* [WORK INSTRUCTION] Write out all of the data without omission, exactly as shown.

"""

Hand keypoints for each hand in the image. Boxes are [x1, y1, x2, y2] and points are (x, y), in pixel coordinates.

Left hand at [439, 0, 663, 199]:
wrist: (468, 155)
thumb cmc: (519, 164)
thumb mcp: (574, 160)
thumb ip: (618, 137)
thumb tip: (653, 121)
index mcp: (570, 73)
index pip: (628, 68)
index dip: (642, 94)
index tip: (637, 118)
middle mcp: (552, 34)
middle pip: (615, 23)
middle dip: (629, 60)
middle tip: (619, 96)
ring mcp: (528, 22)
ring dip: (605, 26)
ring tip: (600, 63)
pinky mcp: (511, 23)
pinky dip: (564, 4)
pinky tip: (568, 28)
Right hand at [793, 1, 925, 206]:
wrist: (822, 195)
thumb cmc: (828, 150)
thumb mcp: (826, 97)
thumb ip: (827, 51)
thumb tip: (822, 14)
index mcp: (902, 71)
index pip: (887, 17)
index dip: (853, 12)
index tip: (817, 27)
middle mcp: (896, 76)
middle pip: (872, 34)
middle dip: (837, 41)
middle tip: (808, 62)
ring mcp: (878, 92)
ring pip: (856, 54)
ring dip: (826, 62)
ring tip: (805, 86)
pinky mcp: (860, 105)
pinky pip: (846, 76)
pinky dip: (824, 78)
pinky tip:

"""

* [WRITTEN ANSWER]
Hand keypoints for each hand in the image. Boxes are [x1, y1, x2, y2] and points are (x, y), in pixel coordinates.

Left hand at [439, 0, 663, 199]:
wrist: (468, 155)
thumb cmc: (519, 164)
thumb mcp: (574, 160)
thumb ip: (618, 137)
thumb tip: (653, 121)
index mcp: (570, 73)
index pip: (628, 68)
index dip: (642, 94)
index tip: (637, 118)
middle mcp: (552, 34)
middle pip: (615, 23)
middle dip: (629, 60)
middle tip: (619, 96)
ring mcp: (528, 22)
ring dip: (605, 26)
ring tip: (600, 63)
pinky mcp: (511, 23)
pinky dip: (564, 4)
pinky tip: (568, 28)
Right hand at [793, 1, 925, 206]:
wrist: (822, 195)
thumb cmc: (828, 150)
thumb mcp: (826, 97)
thumb ip: (827, 51)
thumb tip: (822, 14)
index mcp: (902, 71)
index pip: (887, 17)
index dip: (853, 12)
index tip: (817, 27)
middle mcp: (896, 76)
middle pip: (872, 34)
middle dip: (837, 41)
middle tip: (808, 62)
ring mcp: (878, 92)
ring pip: (856, 54)
ring dip: (826, 62)
ring tip: (805, 86)
pinky mcp: (860, 105)
pinky pip: (846, 76)
pinky dip: (824, 78)
pinky tip:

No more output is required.